--- START ---

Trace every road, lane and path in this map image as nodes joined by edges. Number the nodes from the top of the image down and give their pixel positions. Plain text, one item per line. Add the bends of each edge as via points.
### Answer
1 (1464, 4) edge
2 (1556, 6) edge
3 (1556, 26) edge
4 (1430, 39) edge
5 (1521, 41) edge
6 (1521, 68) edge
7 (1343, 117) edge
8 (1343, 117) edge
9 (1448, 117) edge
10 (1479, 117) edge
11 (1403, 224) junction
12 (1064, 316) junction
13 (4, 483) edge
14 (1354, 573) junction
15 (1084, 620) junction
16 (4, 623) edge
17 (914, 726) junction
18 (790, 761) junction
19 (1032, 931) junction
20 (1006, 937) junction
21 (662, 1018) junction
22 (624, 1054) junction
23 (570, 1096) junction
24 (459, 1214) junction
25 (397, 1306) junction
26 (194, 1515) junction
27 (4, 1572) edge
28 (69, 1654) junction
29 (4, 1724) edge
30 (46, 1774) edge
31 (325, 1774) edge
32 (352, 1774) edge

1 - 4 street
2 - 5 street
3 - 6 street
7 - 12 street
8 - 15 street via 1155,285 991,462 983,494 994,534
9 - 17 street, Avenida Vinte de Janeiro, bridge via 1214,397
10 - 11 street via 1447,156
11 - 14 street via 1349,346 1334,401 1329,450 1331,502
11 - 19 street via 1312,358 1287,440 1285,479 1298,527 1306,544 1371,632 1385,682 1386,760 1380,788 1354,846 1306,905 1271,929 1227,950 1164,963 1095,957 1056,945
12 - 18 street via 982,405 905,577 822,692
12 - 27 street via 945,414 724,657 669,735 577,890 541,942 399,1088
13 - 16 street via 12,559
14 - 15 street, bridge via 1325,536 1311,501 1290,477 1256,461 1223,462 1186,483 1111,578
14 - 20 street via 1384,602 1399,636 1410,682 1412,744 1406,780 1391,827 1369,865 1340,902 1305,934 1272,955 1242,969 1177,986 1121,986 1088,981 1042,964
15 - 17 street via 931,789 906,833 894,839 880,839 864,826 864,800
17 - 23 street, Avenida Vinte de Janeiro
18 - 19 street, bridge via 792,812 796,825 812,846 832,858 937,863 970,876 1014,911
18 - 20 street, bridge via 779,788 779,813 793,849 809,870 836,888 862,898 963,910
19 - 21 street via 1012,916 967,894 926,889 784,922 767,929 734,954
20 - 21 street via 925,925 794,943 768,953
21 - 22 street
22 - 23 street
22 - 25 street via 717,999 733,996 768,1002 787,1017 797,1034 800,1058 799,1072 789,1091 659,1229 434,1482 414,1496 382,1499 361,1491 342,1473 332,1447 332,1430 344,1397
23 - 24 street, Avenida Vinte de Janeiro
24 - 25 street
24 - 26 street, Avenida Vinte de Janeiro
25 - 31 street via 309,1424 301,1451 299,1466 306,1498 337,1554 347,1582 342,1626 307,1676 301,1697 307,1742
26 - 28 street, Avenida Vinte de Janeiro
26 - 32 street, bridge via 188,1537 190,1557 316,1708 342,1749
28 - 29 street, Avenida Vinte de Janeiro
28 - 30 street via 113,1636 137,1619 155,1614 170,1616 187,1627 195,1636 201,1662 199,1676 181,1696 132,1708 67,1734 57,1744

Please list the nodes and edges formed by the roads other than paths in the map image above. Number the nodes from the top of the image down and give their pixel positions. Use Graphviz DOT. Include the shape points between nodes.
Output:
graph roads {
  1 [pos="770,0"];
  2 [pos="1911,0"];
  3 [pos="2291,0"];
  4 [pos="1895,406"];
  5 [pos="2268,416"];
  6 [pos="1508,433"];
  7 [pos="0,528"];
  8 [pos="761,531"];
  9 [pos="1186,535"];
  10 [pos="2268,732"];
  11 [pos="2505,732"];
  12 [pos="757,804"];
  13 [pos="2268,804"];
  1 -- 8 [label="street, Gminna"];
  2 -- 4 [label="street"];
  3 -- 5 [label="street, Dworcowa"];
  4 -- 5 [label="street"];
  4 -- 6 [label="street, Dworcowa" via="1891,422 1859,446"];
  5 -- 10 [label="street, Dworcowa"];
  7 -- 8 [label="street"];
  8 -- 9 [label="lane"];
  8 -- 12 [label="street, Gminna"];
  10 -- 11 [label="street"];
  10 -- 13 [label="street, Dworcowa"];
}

--- END ---

Take the entries above and copy them out exactly.

### TASK SOLUTION:
Trace every road, lane and path in this map image as nodes joined by edges. Number the nodes from the top of the image down and give their pixel positions. Plain text, one item per line. Add the bends of each edge as via points.
### Answer
1 (1464, 4) edge
2 (1556, 6) edge
3 (1556, 26) edge
4 (1430, 39) edge
5 (1521, 41) edge
6 (1521, 68) edge
7 (1343, 117) edge
8 (1343, 117) edge
9 (1448, 117) edge
10 (1479, 117) edge
11 (1403, 224) junction
12 (1064, 316) junction
13 (4, 483) edge
14 (1354, 573) junction
15 (1084, 620) junction
16 (4, 623) edge
17 (914, 726) junction
18 (790, 761) junction
19 (1032, 931) junction
20 (1006, 937) junction
21 (662, 1018) junction
22 (624, 1054) junction
23 (570, 1096) junction
24 (459, 1214) junction
25 (397, 1306) junction
26 (194, 1515) junction
27 (4, 1572) edge
28 (69, 1654) junction
29 (4, 1724) edge
30 (46, 1774) edge
31 (325, 1774) edge
32 (352, 1774) edge

1 - 4 street
2 - 5 street
3 - 6 street
7 - 12 street
8 - 15 street via 1155,285 991,462 983,494 994,534
9 - 17 street, Avenida Vinte de Janeiro, bridge via 1214,397
10 - 11 street via 1447,156
11 - 14 street via 1349,346 1334,401 1329,450 1331,502
11 - 19 street via 1312,358 1287,440 1285,479 1298,527 1306,544 1371,632 1385,682 1386,760 1380,788 1354,846 1306,905 1271,929 1227,950 1164,963 1095,957 1056,945
12 - 18 street via 982,405 905,577 822,692
12 - 27 street via 945,414 724,657 669,735 577,890 541,942 399,1088
13 - 16 street via 12,559
14 - 15 street, bridge via 1325,536 1311,501 1290,477 1256,461 1223,462 1186,483 1111,578
14 - 20 street via 1384,602 1399,636 1410,682 1412,744 1406,780 1391,827 1369,865 1340,902 1305,934 1272,955 1242,969 1177,986 1121,986 1088,981 1042,964
15 - 17 street via 931,789 906,833 894,839 880,839 864,826 864,800
17 - 23 street, Avenida Vinte de Janeiro
18 - 19 street, bridge via 792,812 796,825 812,846 832,858 937,863 970,876 1014,911
18 - 20 street, bridge via 779,788 779,813 793,849 809,870 836,888 862,898 963,910
19 - 21 street via 1012,916 967,894 926,889 784,922 767,929 734,954
20 - 21 street via 925,925 794,943 768,953
21 - 22 street
22 - 23 street
22 - 25 street via 717,999 733,996 768,1002 787,1017 797,1034 800,1058 799,1072 789,1091 659,1229 434,1482 414,1496 382,1499 361,1491 342,1473 332,1447 332,1430 344,1397
23 - 24 street, Avenida Vinte de Janeiro
24 - 25 street
24 - 26 street, Avenida Vinte de Janeiro
25 - 31 street via 309,1424 301,1451 299,1466 306,1498 337,1554 347,1582 342,1626 307,1676 301,1697 307,1742
26 - 28 street, Avenida Vinte de Janeiro
26 - 32 street, bridge via 188,1537 190,1557 316,1708 342,1749
28 - 29 street, Avenida Vinte de Janeiro
28 - 30 street via 113,1636 137,1619 155,1614 170,1616 187,1627 195,1636 201,1662 199,1676 181,1696 132,1708 67,1734 57,1744

Please list the nodes and edges formed by the roads other than paths in the map image above. Number the nodes from the top of the image down and give their pixel positions. Use Graphviz DOT. Include the shape points between nodes.
Output:
graph roads {
  1 [pos="770,0"];
  2 [pos="1911,0"];
  3 [pos="2291,0"];
  4 [pos="1895,406"];
  5 [pos="2268,416"];
  6 [pos="1508,433"];
  7 [pos="0,528"];
  8 [pos="761,531"];
  9 [pos="1186,535"];
  10 [pos="2268,732"];
  11 [pos="2505,732"];
  12 [pos="757,804"];
  13 [pos="2268,804"];
  1 -- 8 [label="street, Gminna"];
  2 -- 4 [label="street"];
  3 -- 5 [label="street, Dworcowa"];
  4 -- 5 [label="street"];
  4 -- 6 [label="street, Dworcowa" via="1891,422 1859,446"];
  5 -- 10 [label="street, Dworcowa"];
  7 -- 8 [label="street"];
  8 -- 9 [label="lane"];
  8 -- 12 [label="street, Gminna"];
  10 -- 11 [label="street"];
  10 -- 13 [label="street, Dworcowa"];
}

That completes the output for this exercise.